For decades, I have seen corporate data strategy swing back and forth like a digital pendulum. Centralize – decentralize. Consolidate – federate. Inmon – Kimball. ERP – EUC (end user computing/desktop). Master data management – analytical sandboxes. Data center – cloud. Each swing is a multi-year, multi-million-dollar migration, after which the limits of the new approach often drive the company to reverse direction again.
The forces driving the pendulum are two very real, and seemingly conflicting, business needs. On one hand, businesses need data agility to respond to rapidly evolving opportunities and threats. On the other hand, large enterprises need data to scale to deliver secure, consistent, high-quality information to automated systems and business teams. These needs have traditionally been seen as a choice: agility or scale—pick one. This is because the traditional tools and methodologies to deliver agility or scale are very different.
Agility was typically achieved through federated, self-service, end-user driven data environments, such as an analytical sandbox. Departments had their own data assets, data and application development tools and could quickly develop analytical models, iterate through ad-hoc queries, and gain rapid insights. Business units loved the independence to pursue their own priorities without the overhead of corporate data standards and other bureaucracy. Until they needed to scale. Then they realized they were on a data island, and building a bridge to the mainland would be a very expensive, long migration project.
Scale was the result of careful analysis, engineering, standardization, and conversion, such as an enterprise data warehouse. The resulting system could be automated, secure, and trusted, but it was hardly agile. These systems often took years to build, making them obsolete on day one. And new data requirements would take months to integrate correctly into an elaborate data supply chain involving many different products. Ironically, the latency in delivering data at scale undermined its very goal of security and consistency. Because it took so long to deliver, business units worked around these centralized systems, creating a complex patchwork of undocumented data flows and logic.
The dichotomy seems to persist in the era of big data. Gartner cites that 90% of Hadoop data lakes never make it to production scale because they were designed as analytical sandboxes for a small number of data scientists. Lakes that do make it into production often take an elite team of programmers years to build and a small number of specialists remain a bottleneck to agility. Self-service data wrangling and preparation tools democratize data access but continue the spread of inconsistent, department-level logic.
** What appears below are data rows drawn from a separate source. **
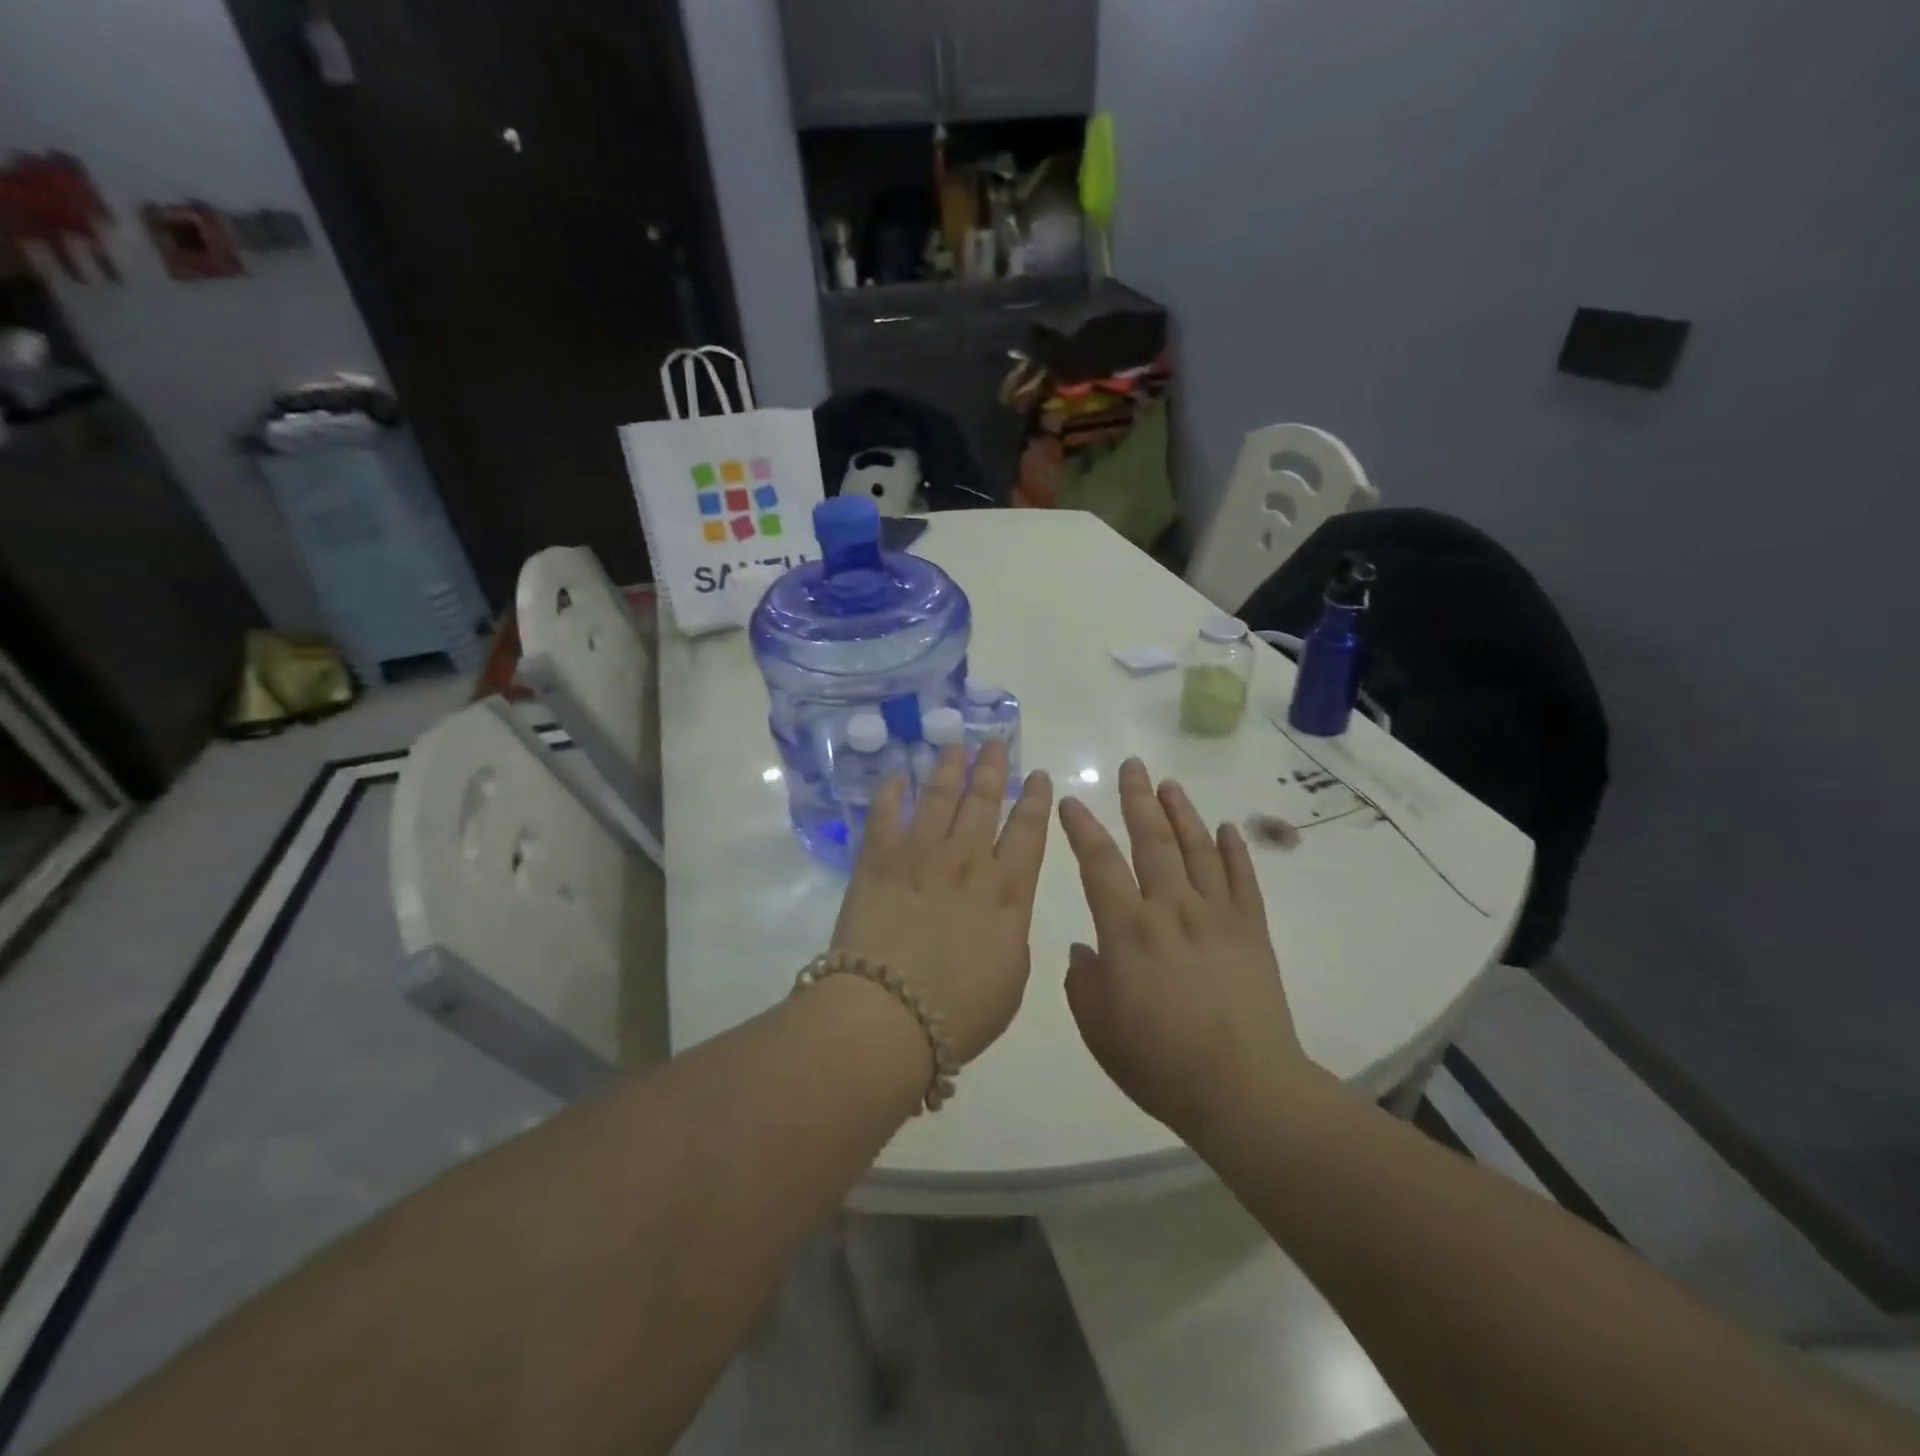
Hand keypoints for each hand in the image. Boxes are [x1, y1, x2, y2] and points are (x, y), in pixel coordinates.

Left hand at [832, 740, 1052, 1063]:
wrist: (889, 1013)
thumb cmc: (959, 1011)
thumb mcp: (1012, 977)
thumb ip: (1011, 932)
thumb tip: (1001, 910)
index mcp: (1008, 890)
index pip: (1028, 832)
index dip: (1035, 800)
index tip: (1037, 775)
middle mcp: (967, 861)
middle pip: (983, 802)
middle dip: (992, 769)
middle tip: (994, 742)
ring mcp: (920, 856)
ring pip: (939, 798)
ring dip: (949, 768)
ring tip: (955, 745)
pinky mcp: (877, 861)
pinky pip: (885, 815)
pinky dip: (892, 792)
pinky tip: (897, 776)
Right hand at [1058, 758, 1307, 1138]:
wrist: (1242, 1090)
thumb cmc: (1159, 1062)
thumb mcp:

However, I have found that big data technology coupled with a new paradigm, the data marketplace, makes the “Agility or Scale?” question a false choice. A successful marketplace has four pillars that provide agility and scale:
A consolidated catalog of all data
Agility requires that there is one place for users to find and understand data, regardless where it lives. By all I mean data of all formats, quality, and curation—data from raw to ready. This type of catalog can be created quickly (in days), and supports all data consumers, from expert data scientists to the general business analyst.
On-demand access to business-ready data
The catalog is closely coupled with data assets, providing users with self-service data provisioning. The definition of business ready is different for each user community; the marketplace enforces policies for appropriate access through the catalog.
Reuse & collaboration
The speed and simplicity of finding data in the catalog drives reuse of the best data sources. As users develop new data sets, the marketplace exposes them to interested user communities (such as a department or project team) for collaboration, improvement, and reuse. These can be curated to become an enterprise asset, and democratized through the marketplace.
Enterprise class data management
For the marketplace to scale, enterprise policies, such as data protection and appropriate use, need to be in place at all times. The catalog is central to this, using metadata to capture, enforce, and monitor data policies and usage from the time data enters the marketplace.
Over the past three years I have seen companies achieve dramatic gains in agility and scale with a data marketplace. One transformed a data swamp into a consolidated, self-service platform that today provisions trusted, secure data in minutes. Another reduced the time for advanced business analytics from months to days through collaboration and reuse. Moreover, the marketplace has become a flywheel that continues to accelerate end-user agility as adoption scales across these companies.